Cather was born December 7, 1873, in Winchester, Virginia.[1] When she was young, her family moved to Red Cloud, Nebraska, where she was raised, and she would later use the town as a famous setting for her writing.[2] She disliked it at first, but soon developed a passion for the land, as part of the 43% of Nebraskans who were immigrants.[3] She moved to Lincoln to attend Nebraska University, initially to study science and medicine, but an essay on Thomas Carlyle written in preparatory study made her realize her passion for writing, and she took up work with the school newspaper.[4] She was a sharp writer on campus, but sharper in Pittsburgh, Pennsylvania, where she began serious journalism, before she taught in Allegheny, met Isabelle McClung, and traveled to France, while enabled her to write April Twilight (1903), poetry, and The Troll Garden (1905), short stories.[5] She also wrote a few poorer novels resembling the work of Edith Wharton and Henry James.

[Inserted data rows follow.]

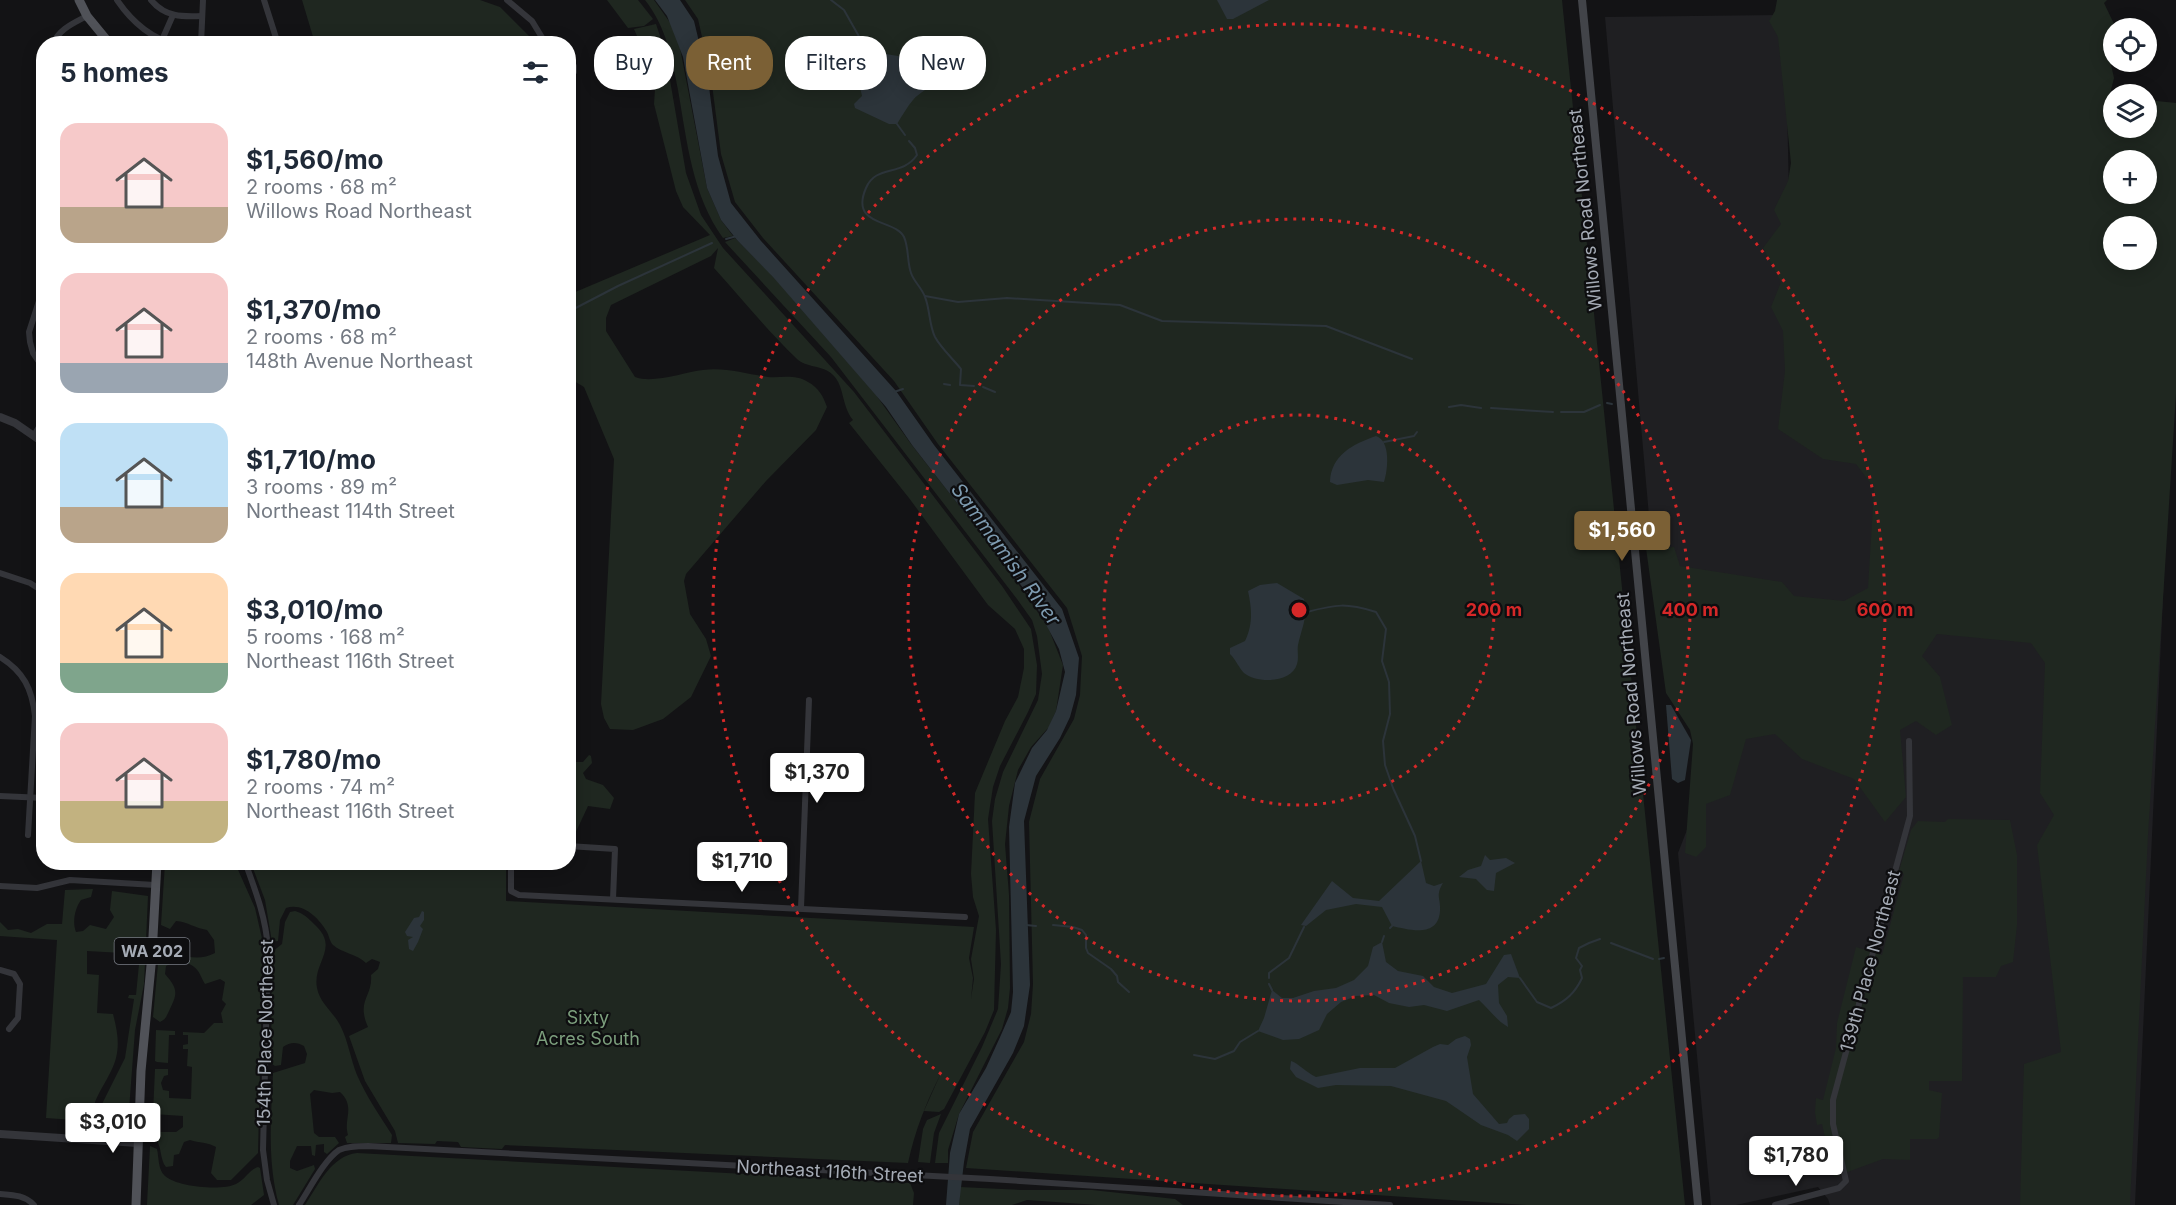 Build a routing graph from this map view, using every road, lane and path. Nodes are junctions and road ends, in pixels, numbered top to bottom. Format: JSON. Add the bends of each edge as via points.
{"nodes":[{"id":1,"x":79,"y":0,"type":"edge"},
{"id":2,"x":117,"y":0,"type":"edge"},
{"id":3,"x":152,"y":0,"type":"edge"},
{"id":4,"x":203,"y":0,"type":"edge"},
{"id":5,"x":264,"y":0,"type":"edge"},
{"id":6,"x":507,"y":0,"type":"edge"},
{"id":7,"x":1582,"y":0,"type":"edge"},
{"id":8,"x":173,"y":15,"type":"junction"},
{"id":9,"x":87,"y":16,"type":"junction"},
{"id":10,"x":202,"y":16,"type":"junction"},
{"id":11,"x":56,"y":36,"type":"edge"},
{"id":12,"x":103,"y":36,"type":"edge"},
{"id":13,"x":156,"y":36,"type":"edge"},
{"id":14,"x":164,"y":36,"type":"edge"},
{"id":15,"x":201,"y":36,"type":"edge"},
{"id":16,"x":275,"y":36,"type":"edge"},
{"id":17,"x":541,"y":36,"type":"edge"},
{"id":18,"x":36,"y":315,"type":"edge"},
{"id":19,"x":36,"y":357,"type":"edge"},
{"id":20,"x":0,"y":417,"type":"edge"},
{"id":21,"x":36,"y":432,"type":"edge"},
{"id":22,"x":34,"y":435,"type":"joint"},
{"id":23,"x":0,"y":573,"type":"edge"},
{"id":24,"x":36,"y":587,"type":"edge"},
{"id":25,"x":0,"y":657,"type":"edge"},
{"id":26,"x":809,"y":700,"type":"dead end"},
{"id":27,"x":1909,"y":741,"type":"dead end"},
{"id":28,"x":0,"y":796,"type":"edge"},
{"id":29,"x":31,"y":798,"type":"junction"},
{"id":30,"x":36,"y":798,"type":"edge"},
{"id":31,"x":28,"y":835,"type":"dead end"},
{"id":32,"x":576,"y":847,"type":"edge"},
{"id":33,"x":156,"y":870,"type":"edge"},
{"id":34,"x":248,"y":870,"type":"edge"},
{"id":35,"x":511,"y":870,"type":"edge"},
{"id":36,"x":155,"y":885,"type":"junction"},
{"id":37,"x":0,"y":886,"type":"edge"},
{"id":38,"x":613,"y":898,"type":"junction"},
{"id":39,"x":801,"y":908,"type":"junction"},
{"id":40,"x":964,"y":917,"type":"dead end"},
{"id":41,"x":0,"y":970,"type":"edge"},
{"id":42,"x":9,"y":1029,"type":"dead end"},
{"id":43,"x":0,"y":1134,"type":"edge"},
{"id":44,"x":138,"y":1143,"type":"junction"},
{"id":45,"x":0,"y":1194,"type":"edge"},
{"id":46,"x":34,"y":1205,"type":"edge"},
{"id":47,"x":136,"y":1205,"type":"edge"},
{"id":48,"x":274,"y":1205,"type":"edge"},
{"id":49,"x":299,"y":1205,"type":"edge"},
{"id":50,"x":1390,"y":1205,"type":"edge"},
{"id":51,"x":1698,"y":1205,"type":"edge"},
{"id":52,"x":1775,"y":1205,"type":"edge"}],
"edges":[{"from":1,"to":9,"type":"main road"},
{"from":2,"to":13,"type":"street","via":[[141,27]]},
{"from":3,"to":8,"type":"street"},
{"from":4,"to":10,"type":"street"},
{"from":5,"to":16,"type":"street"},
{"from":6,"to":17,"type":"street","via":[[532,21]]},
{"from":7,"to":51,"type":"main road","name":"Willows Road Northeast"},
{"from":8,"to":10,"type":"street"},
{"from":8,"to":14,"type":"street"},
{"from":9,"to":11,"type":"street"},
{"from":9,"to":12,"type":"main road"},
{"from":10,"to":15,"type":"street"},
{"from":18,"to":19,"type":"street","via":[[30,342]]},
{"from":20,"to":22,"type":"street"},
{"from":21,"to":22,"type":"street"},
{"from":23,"to":24,"type":"street"},
{"from":25,"to":29,"type":"street","via":[[30,689]]},
{"from":26,"to":39,"type":"street"},
{"from":27,"to":52,"type":"street","name":"139th Place Northeast","via":[[1910,816],[1833,1100],[1833,1124],[1846,1181],[1839,1188]]},
{"from":28,"to":29,"type":"street"},
{"from":29,"to":30,"type":"street"},
{"from":29,"to":31,"type":"street"},
{"from":32,"to":38,"type":"street","via":[[615,849]]},
{"from":33,"to":36,"type":"main road","number":"WA 202"},
{"from":34,"to":48,"type":"street","name":"154th Place Northeast","via":[[267,927],[263,1150]]},
{"from":35,"to":38,"type":"street","via":[[511,891],[519,895]]},
{"from":36,"to":37,"type":"street","via":[[70,880],[37,888]]},
{"from":36,"to":44,"type":"main road","number":"WA 202"},
{"from":38,"to":39,"type":"street"},
{"from":39,"to":40,"type":"street"},
{"from":41,"to":42,"type":"street","via":[[9,971],[20,984],[18,1018]]},
{"from":43,"to":44,"type":"street"},
{"from":44,"to":47,"type":"main road","number":"WA 202"},
{"from":45,"to":46,"type":"street","via":[[16,1195]]},
{"from":49,"to":50,"type":"street","name":"Northeast 116th Street","via":[[331,1157],[351,1147],[990,1179]]}]} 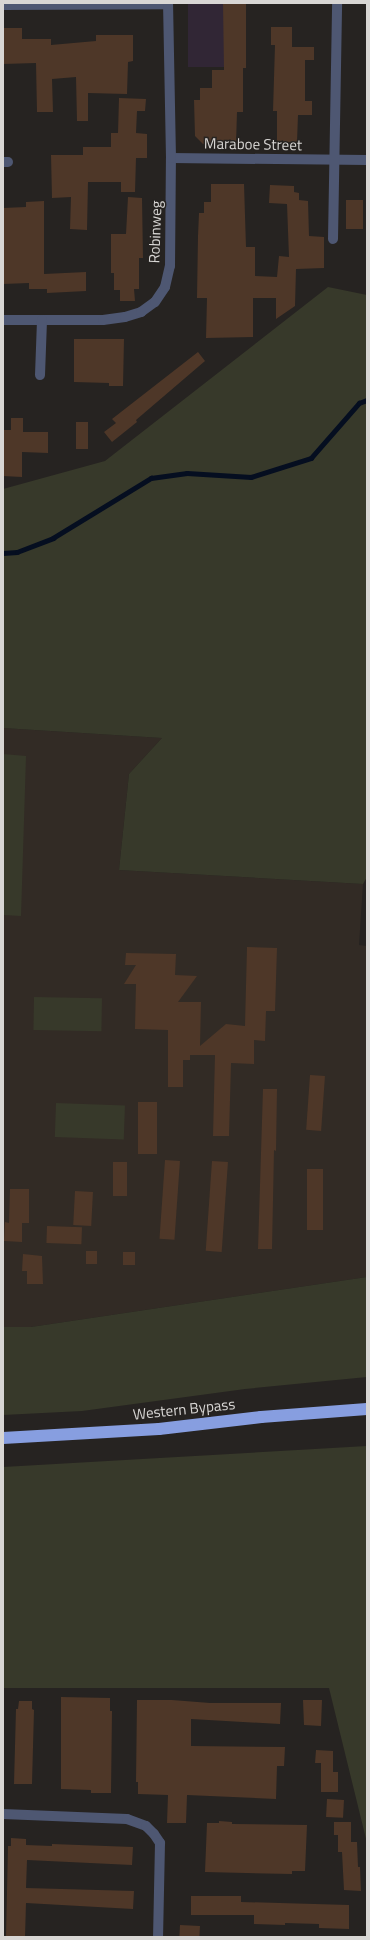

She found her talent in O Pioneers, the story of the daughter of Swedish settlers, who devotes herself to the new land and her brother's well-being.[6] She described in O Pioneers (1913), Song of the Lark (1915), and her greatest work, My Antonia (1919) the hardship of pioneer life as it could never be retold by old daguerrotypes of antiquated farm equipment.[7] Her Song of the Lark described a small-town artist based on a real-life soprano.[4] She continued her writing in her Pulitzer Prize winner One of Ours (1922), A Lost Lady (1923), and The Professor's House (1925).[8] Her 1927 Death Comes for the Archbishop invoked life in the Southwest, and in 1931 continued her historical theme with Shadows on the Rock, by which point her parents were dying and she was receiving honorary degrees from various universities.[4] Her last major work, Not Under Forty (1936) describes her attitude towards writing, and why she never married.[6] She died April 24, 1947, and was praised by H.L. Mencken and Sinclair Lewis.[2]